▸ RECORDS FOR THE EXERCISE:

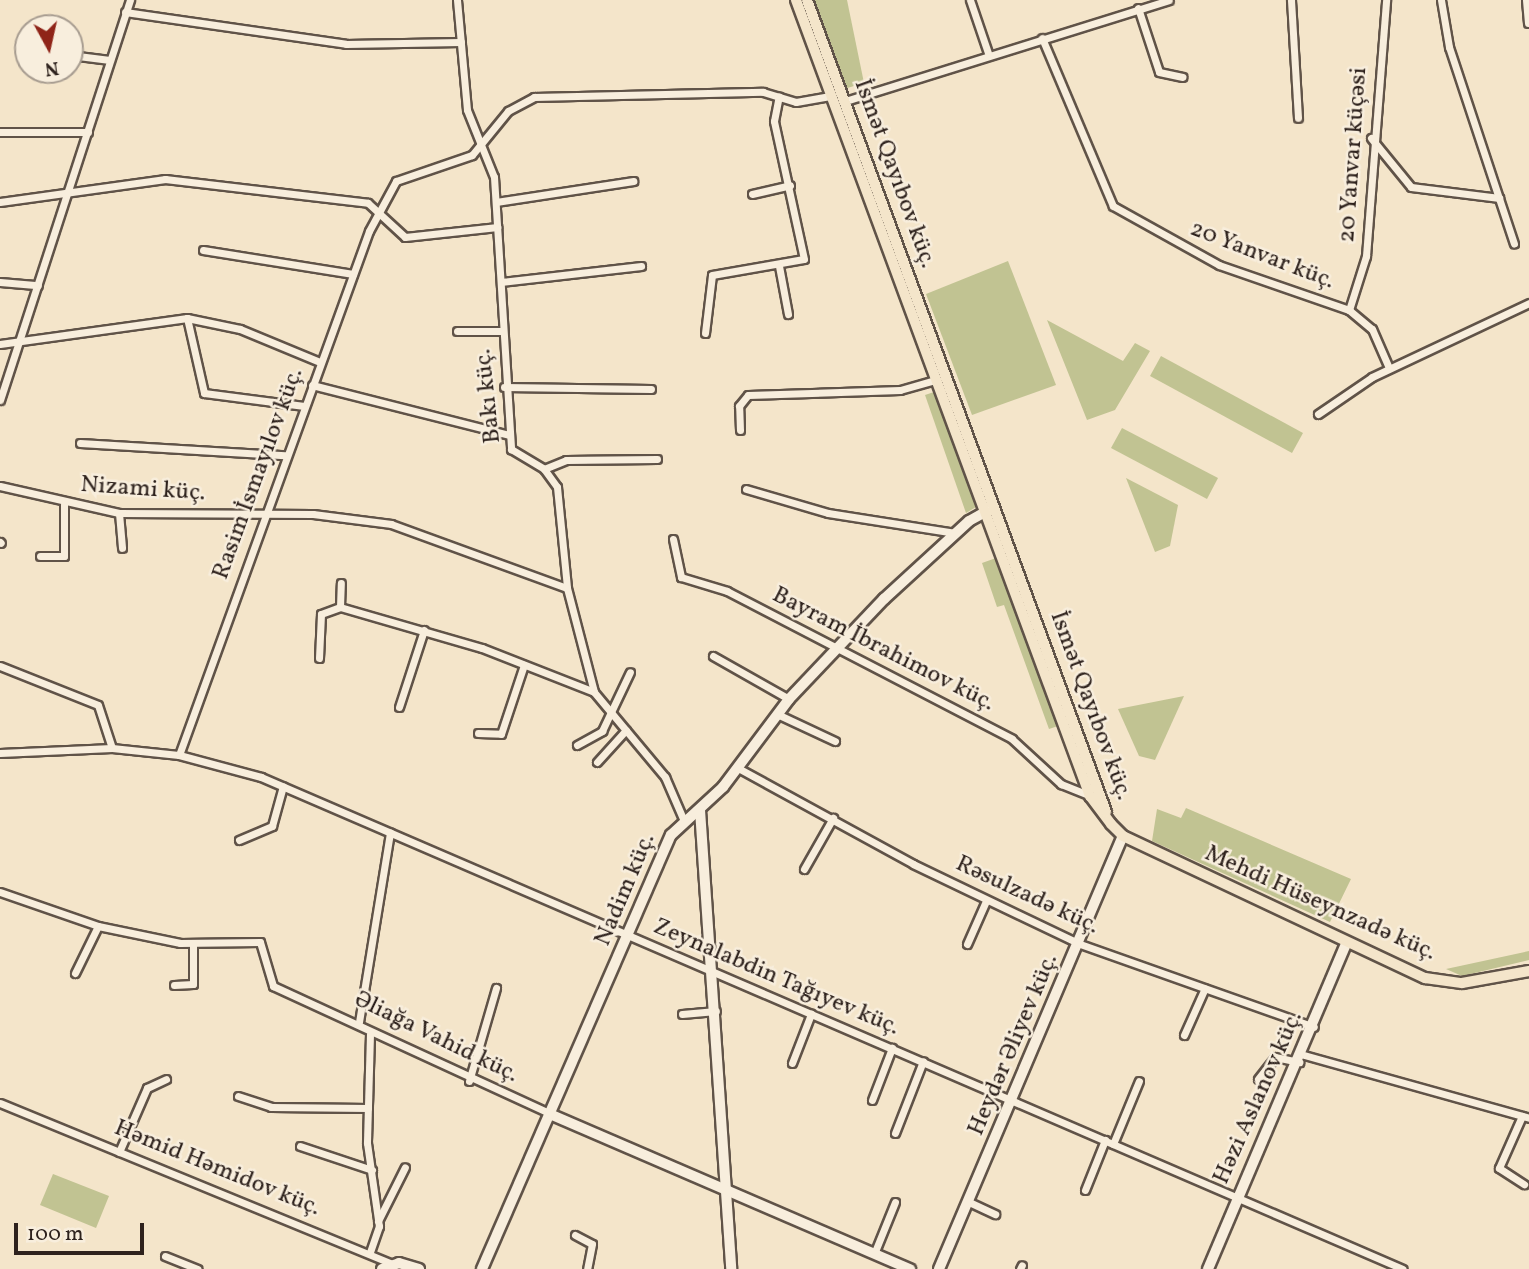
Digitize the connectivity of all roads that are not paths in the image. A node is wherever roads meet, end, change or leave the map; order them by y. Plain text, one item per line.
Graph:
1 (130, 0) edge
2 (457, 0) edge
3 (796, 0) edge
4 (807, 0) edge
5 (970, 0) edge
6 (1169, 0) edge
7 (1291, 0) edge
8 (1386, 0) edge
9 (1441, 0) edge
10 (1526, 0) edge
11 (1138, 8) junction
12 (125, 12) junction
13 (1528, 23) edge
14 (1042, 38) junction
15 (461, 42) junction
16 (988, 53) junction
17 (84, 57) edge
18 (110, 60) junction
19 (1182, 77) dead end
20 (779, 96) junction
21 (831, 96) junction
22 (845, 101) junction
23 (1298, 118) dead end
24 (0, 132) edge
25 (88, 132) junction
26 (1371, 138) junction
27 (485, 145) junction
28 (633, 181) dead end
29 (790, 185) junction
30 (68, 191) junction
31 (752, 194) dead end
32 (1499, 198) junction
33 (0, 202) edge
34 (496, 202) junction
35 (379, 207) junction
36 (497, 228) junction
37 (1514, 244) dead end
38 (203, 250) dead end
39 (641, 266) dead end
40 (779, 266) junction
41 (353, 274) junction
42 (0, 282) edge
43 (501, 282) junction
44 (38, 285) junction
45 (1529, 303) edge
46 (1349, 310) junction
47 (788, 314) dead end
48 (187, 318) junction
49 (457, 331) dead end
50 (502, 331) junction
51 (705, 333) dead end
52 (0, 344) edge
53 (16, 344) junction
54 (320, 362) junction
55 (1389, 368) junction
56 (936, 380) junction
57 (312, 385) junction
58 (504, 387) junction
59 (651, 389) dead end
60 (0, 400) edge
61 (304, 406) junction
62 (1318, 414) dead end
63 (740, 430) dead end
64 (509, 435) junction
65 (80, 443) dead end
66 (285, 455) junction
67 (657, 459) dead end
68 (544, 469) junction
69 (0, 486) edge
70 (746, 489) dead end
71 (64, 504) junction
72 (990, 510) junction
73 (119, 513) junction
74 (265, 515) junction
75 (955, 533) junction
76 (674, 539) dead end
77 (122, 548) dead end
78 (40, 556) dead end
79 (341, 583) dead end
80 (567, 588) junction
81 (340, 607) junction
82 (424, 630) junction
83 (836, 649) junction
84 (713, 656) dead end
85 (318, 658) dead end
86 (524, 665) junction
87 (0, 666) edge
88 (630, 672) dead end
89 (594, 692) junction
90 (789, 699) junction
91 (399, 707) dead end
92 (777, 714) junction
93 (612, 715) junction
94 (626, 730) junction
95 (478, 733) dead end
96 (835, 741) dead end
97 (577, 745) dead end
98 (113, 748) junction
99 (0, 753) edge
100 (179, 755) junction
101 (597, 762) dead end
102 (738, 768) junction
103 (282, 786) junction
104 (1090, 796) junction
105 (701, 810) junction
106 (833, 818) junction
107 (1108, 818) junction
108 (684, 821) junction
109 (390, 833) junction
110 (1123, 836) junction
111 (239, 840) dead end
112 (804, 869) dead end
113 (0, 892) edge
114 (986, 901) junction
115 (98, 926) junction
116 (629, 936) junction
117 (193, 943) junction
118 (967, 944) dead end
119 (1080, 944) junction
120 (1346, 944) junction
121 (75, 973) dead end
122 (715, 974) junction
123 (1528, 974) edge
124 (174, 985) dead end
125 (496, 988) dead end
126 (1205, 988) junction
127 (716, 1010) junction
128 (682, 1014) dead end
129 (811, 1014) junction
130 (359, 1022) junction
131 (1314, 1027) junction
132 (370, 1034) junction
133 (1184, 1035) dead end
134 (892, 1048) junction
135 (1302, 1058) junction
136 (923, 1061) junction
137 (792, 1063) dead end
138 (166, 1079) dead end
139 (1258, 1079) dead end
140 (469, 1081) junction
141 (1139, 1082) dead end
142 (238, 1096) dead end
143 (872, 1100) dead end
144 (1014, 1100) junction
145 (0, 1103) edge
146 (368, 1108) junction
147 (552, 1115) junction
148 (1526, 1117) edge
149 (895, 1133) dead end
150 (1109, 1142) junction
151 (300, 1146) dead end
152 (119, 1152) junction
153 (405, 1167) dead end
154 (372, 1170) junction
155 (1524, 1184) dead end
156 (1085, 1190) dead end
157 (727, 1191) junction
158 (1237, 1199) junction
159 (895, 1202) dead end
160 (969, 1202) junction
161 (995, 1214) dead end
162 (378, 1221) junction
163 (575, 1236) dead end
164 (370, 1252) junction
165 (874, 1254) junction
166 (165, 1256) dead end
167 (386, 1266) edge
168 (197, 1269) edge
169 (419, 1269) edge
170 (482, 1269) edge
171 (587, 1269) edge
172 (731, 1269) edge
173 (910, 1269) edge
174 (939, 1269) edge
175 (1208, 1269) edge
176 (1403, 1269) edge

1 - 12 street
2 - 15 street, Bakı küç.
3 - 21 main road, İsmət Qayıbov küç.
4 - 22 main road, İsmət Qayıbov küç.
5 - 16 street
6 - 11 street
7 - 23 street
8 - 26 street, 20 Yanvar küçəsi
9 - 32 street
10 - 13 street
11 - 14 street
11 - 19 street
12 - 15 street
12 - 18 street
14 - 16 street
14 - 46 street, 20 Yanvar küç.
15 - 27 street, Bakı küç.
16 - 22 street
17 - 18 street
18 - 25 street
20 - 21 street, İsmət Qayıbov küç.
20 - 27 street, İsmət Qayıbov küç.
20 - 29 street
21 - 56 main road, İsmət Qayıbov küç.
22 - 72 main road, İsmət Qayıbov küç.
24 - 25 street
25 - 30 street
26 - 32 street
26 - 46 street, 20 Yanvar küçəsi
27 - 34 street, Bakı küç.
27 - 35 street, İsmət Qayıbov küç.
28 - 34 street
29 - 31 street
29 - 40 street
30 - 33 street
30 - 35 street
30 - 44 street
32 - 37 street
34 - 36 street, Bakı küç.
35 - 36 street
35 - 41 street, Rasim İsmayılov küç.
36 - 43 street, Bakı küç.
38 - 41 street
39 - 43 street
40 - 47 street
40 - 51 street
41 - 54 street, Rasim İsmayılov küç.
42 - 44 street
43 - 50 street, Bakı küç.
44 - 53 street
45 - 55 street
46 - 55 street, 20 Yanvar küç.
48 - 53 street
48 - 54 street
48 - 61 street
49 - 50 street
50 - 58 street, Bakı küç.
52 - 53 street
53 - 60 street
54 - 57 street, Rasim İsmayılov küç.
55 - 62 street
56 - 63 street
56 - 72 main road, İsmət Qayıbov küç.
57 - 61 street, Rasim İsmayılov küç.
57 - 64 street
58 - 59 street
58 - 64 street, Bakı küç.
61 - 66 street, Rasim İsmayılov küç.
64 - 68 street, Bakı küç.
65 - 66 street
66 - 74 street, Rasim İsmayılov küç.
67 - 68 street
68 - 80 street
69 - 71 street, Nizami küç.
70 - 75 street
71 - 73 street, Nizami küç.
71 - 78 street
72 - 75 main road, Nadim küç.
72 - 104 main road, İsmət Qayıbov küç.
72 - 107 main road, İsmət Qayıbov küç.
73 - 74 street, Nizami küç.
73 - 77 street
74 - 80 street, Nizami küç.
74 - 100 street, Rasim İsmayılov küç.
75 - 83 main road, Nadim küç.
76 - 83 street, Bayram İbrahimov küç.
79 - 81 street
80 - 89 street
81 - 82 street
81 - 85 street
82 - 86 street
82 - 91 street
83 - 90 main road, Nadim küç.
83 - 104 street, Bayram İbrahimov küç.
84 - 90 street
86 - 89 street
86 - 95 street
87 - 98 street
88 - 93 street
89 - 93 street
90 - 92 main road, Nadim küç.
92 - 96 street
92 - 102 main road, Nadim küç.
93 - 94 street
93 - 97 street
94 - 101 street
94 - 108 street
98 - 99 street, Zeynalabdin Tağıyev küç.
98 - 100 street, Zeynalabdin Tağıyev küç.
100 - 103 street, Zeynalabdin Tağıyev küç.
102 - 105 main road, Nadim küç.
102 - 106 street, Rəsulzadə küç.
103 - 109 street, Zeynalabdin Tağıyev küç.
103 - 111 street
104 - 107 main road, İsmət Qayıbov küç.
105 - 108 main road, Nadim küç.
105 - 122 main road
106 - 112 street
106 - 114 street, Rəsulzadə küç.
107 - 110 main road, Mehdi Hüseynzadə küç.
108 - 116 main road, Nadim küç.
109 - 116 street, Zeynalabdin Tağıyev küç.
109 - 130 street
110 - 119 main road, Heydər Əliyev küç.
110 - 120 main road, Mehdi Hüseynzadə küç.
113 - 115 street, Əliağa Vahid küç.
114 - 118 street
114 - 119 street, Rəsulzadə küç.
115 - 117 street, Əliağa Vahid küç.
115 - 121 street
116 - 122 street, Zeynalabdin Tağıyev küç.
116 - 147 main road, Nadim küç.
117 - 124 street
117 - 130 street, Əliağa Vahid küç.
119 - 126 street, Rəsulzadə küç.
119 - 144 main road, Heydər Əliyev küç.
120 - 123 main road, Mehdi Hüseynzadə küç.
120 - 131 main road, Həzi Aslanov küç.
122 - 127 main road
122 - 129 street, Zeynalabdin Tağıyev küç.
125 - 140 street
126 - 131 street, Rəsulzadə küç.
126 - 133 street
127 - 128 street
127 - 157 main road
129 - 134 street, Zeynalabdin Tağıyev küç.
129 - 137 street
130 - 132 street, Əliağa Vahid küç.
131 - 135 main road, Həzi Aslanov küç.
132 - 140 street, Əliağa Vahid küç.
132 - 146 street
134 - 136 street, Zeynalabdin Tağıyev küç.
134 - 143 street
135 - 139 street
135 - 148 street
135 - 158 main road, Həzi Aslanov küç.
136 - 144 street, Zeynalabdin Tağıyev küç.
136 - 149 street
138 - 152 street
140 - 147 street, Əliağa Vahid küç.
141 - 150 street
142 - 146 street
144 - 150 street, Zeynalabdin Tağıyev küç.
144 - 160 main road, Heydər Əliyev küç.
145 - 152 street, Həmid Həmidov küç.
146 - 154 street
147 - 157 main road, Əliağa Vahid küç.
147 - 170 main road, Nadim küç.
148 - 155 street
150 - 156 street
150 - 158 street, Zeynalabdin Tağıyev küç.
151 - 154 street
152 - 164 street, Həmid Həmidov küç.
153 - 162 street
154 - 162 street
157 - 165 main road, Əliağa Vahid küç.
157 - 172 main road
158 - 175 main road, Həzi Aslanov küç.
158 - 176 street, Zeynalabdin Tağıyev küç.
159 - 165 street
160 - 161 street
160 - 174 main road, Heydər Əliyev küç.
162 - 164 street
163 - 171 street
164 - 167 street, Həmid Həmidov küç.
165 - 173 main road, Əliağa Vahid küç.
166 - 168 street
167 - 169 main road, Həmid Həmidov küç.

▸ EXERCISE DIRECTIONS: Search the preceding listing for "Heydər" and extract every line where it is found.

▸ WRITTEN ANSWER:
110 - 119 main road, Heydər Əliyev küç.
119 - 144 main road, Heydər Əliyev küç.
144 - 160 main road, Heydər Əliyev küç.
160 - 174 main road, Heydər Əliyev küç.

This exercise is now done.